Physicochemical evaluation of silica-glass fiber reinforced polymers for prosthodontic applications

This investigation was designed to formulate silica-glass fiber reinforced polymeric materials. Fused silica-glass fibers were chosen for the study. They were heat-treated at various temperatures (500 degrees C, 800 degrees C and 1100 degrees C), silanized, sized and incorporated in two modified resin mixtures (A and B). The flexural properties in dry and wet conditions were tested and statistically analyzed, and the content of residual methyl methacrylate (MMA) monomer, dimensional changes with temperature, water sorption and solubility were determined.
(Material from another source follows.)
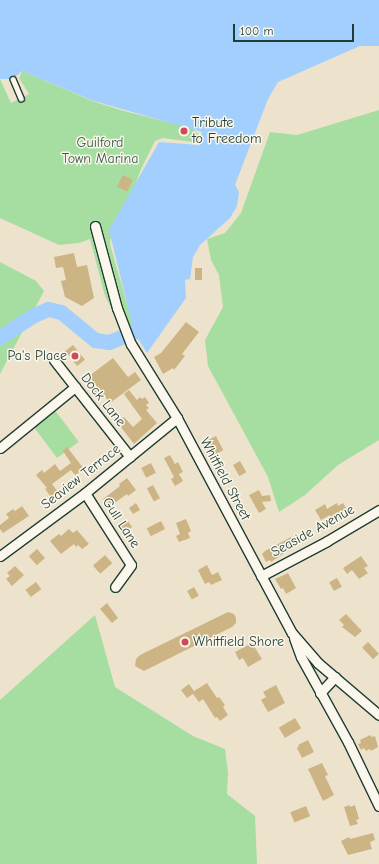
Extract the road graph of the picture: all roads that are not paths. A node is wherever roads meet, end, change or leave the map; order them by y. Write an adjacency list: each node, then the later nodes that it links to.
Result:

Woven fibers [36.9% (wt/wt)], heat-treated at 500 degrees C, gave the highest strength values for the polymeric composites (an ultimate transverse strength of 200 Mpa and a flexural modulus of 10 GPa) compared with the fibers heat-treated at other temperatures. There was no statistically significant difference in the measured flexural properties between resins A and B regarding fiber treatment and water storage time. These fiber composites had a small quantity of residual MMA content [0.37 +/- 0.007% (wt/wt)] and very low water solubility, indicating good biocompatibility. It was suggested that silica-glass fibers could be used for reinforcement as a result of their anticipated good qualities in aqueous environments, such as the oral environment.     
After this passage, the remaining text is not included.